8. With \(p_h=1\), \( U_1^A\) and \(U_1^R\) can be expressed as:

\[\begin{align*} &U_1^A = \frac{1}{1+r}\left(z + \frac{\mu_1}{r} + (1-\mu_1)\frac{p_l}{r}\right),\\ &U_1^R = \frac{1}{1+r}\left(z + \frac{\mu_1}{r} + (1-\mu_1)\frac{p_l}{r}+(1-\mu_1)(1-p_l)U_2(0)\right), \end{align*}\]

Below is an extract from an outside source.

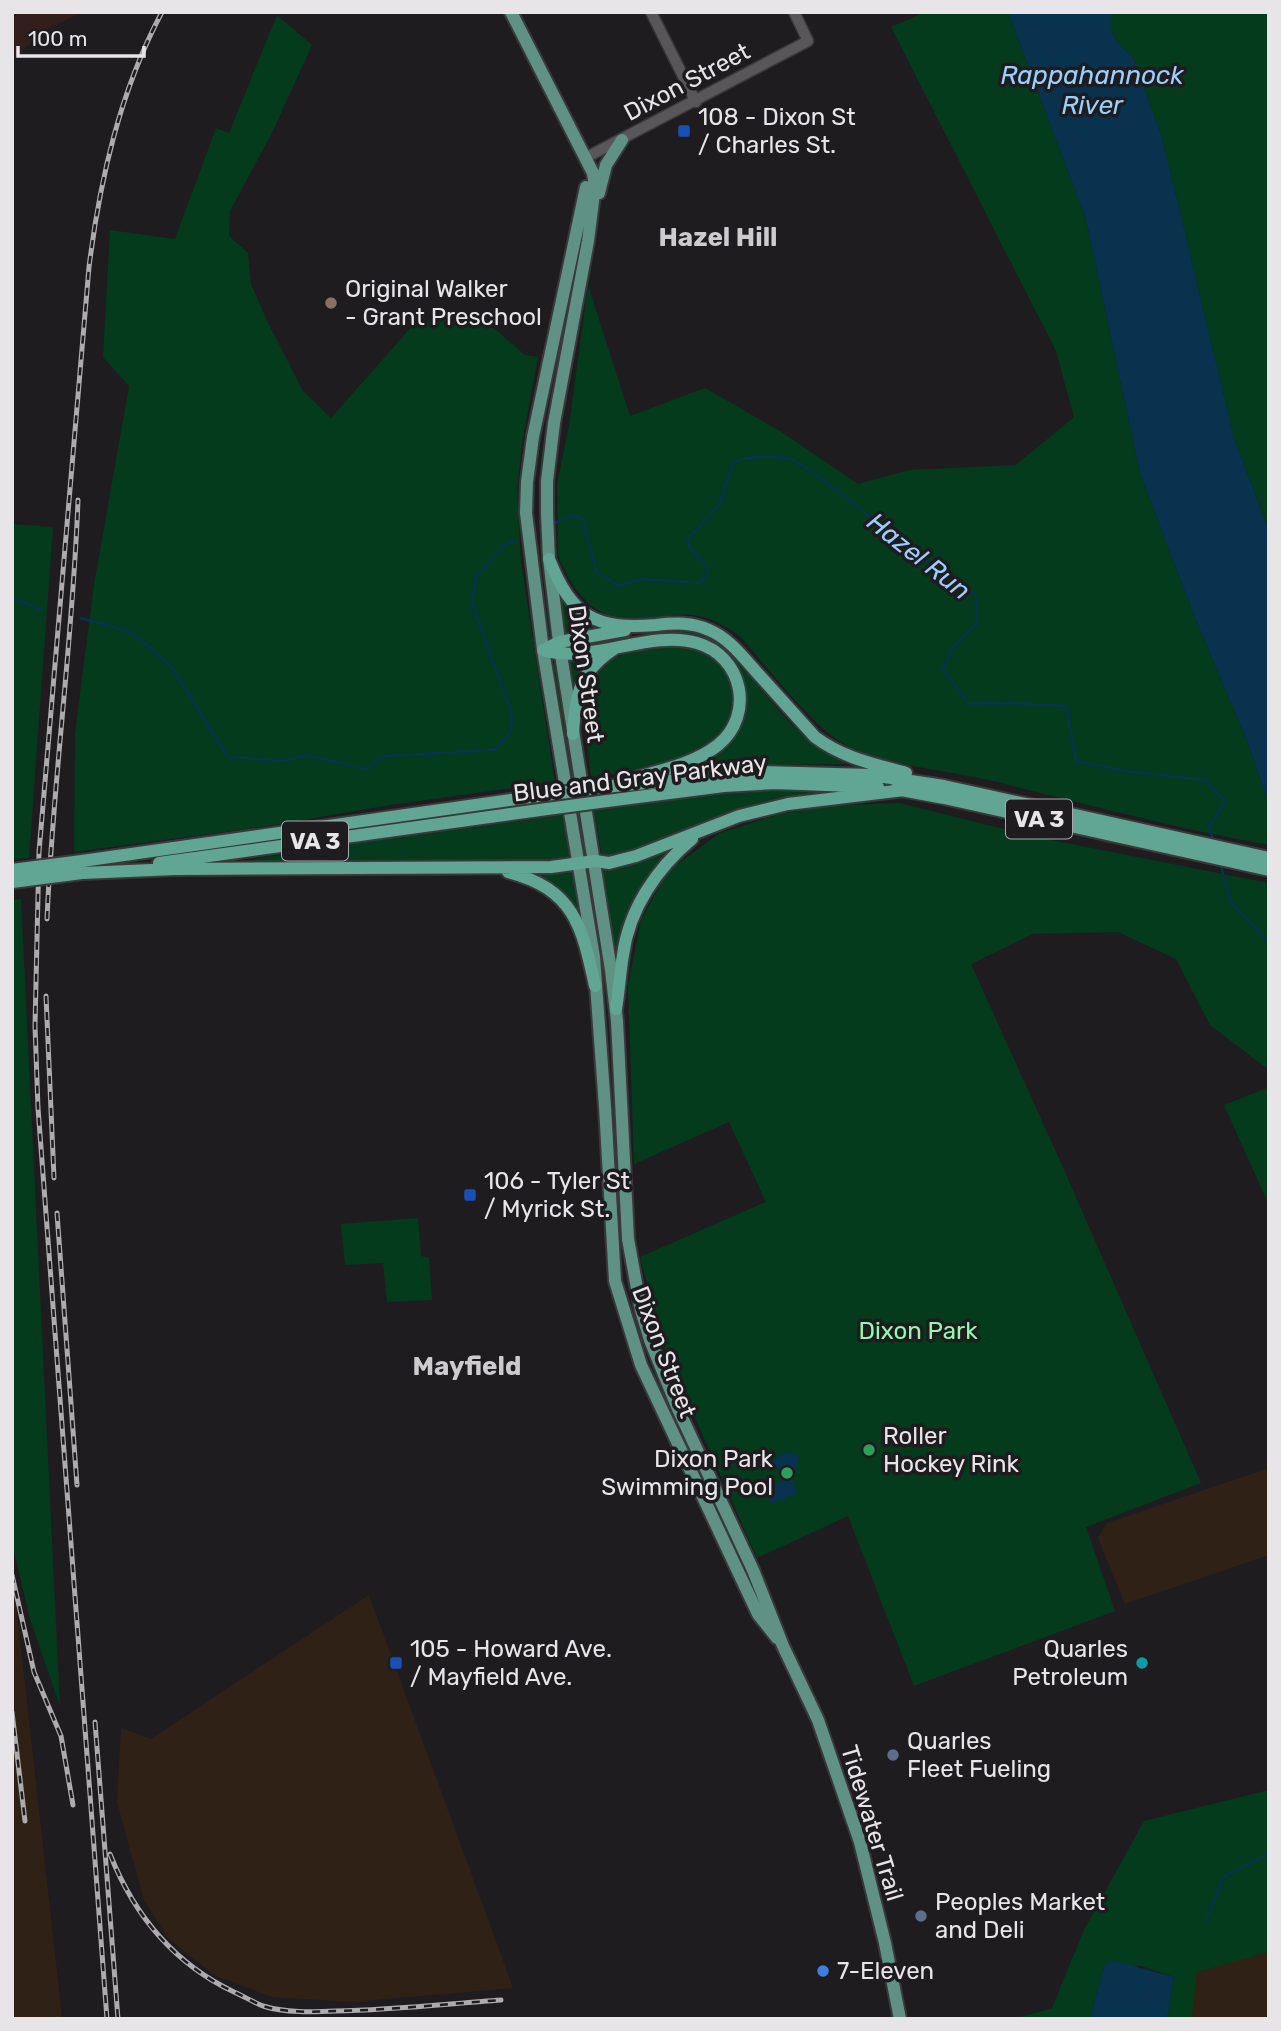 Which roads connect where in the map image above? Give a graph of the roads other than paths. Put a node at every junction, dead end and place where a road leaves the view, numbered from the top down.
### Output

where, according to the answer to question 4, \(U_2(0) = U^A(0)=\frac{1}{1+r}(z + \frac{\mu_2(0)}{r} + (1-\mu_2(0))\frac{p_l}{r})\). Since, \(\mu_2(0)=0\) when \(p_h=1\), we have \(U_2(0)=\frac{p_l-r}{(1+r)r}\). Therefore, we find that

\[\begin{align*} U_1^R > U_1^A \Leftrightarrow U_2(0)=\frac{p_l-r}{(1+r)r}>0. \end{align*} \]

The worker find it profitable to reject all low-wage offers in the first period when \(p_l>r\). This condition is similar to the one in the environment without learning except that now the pessimistic belief has replaced the average one.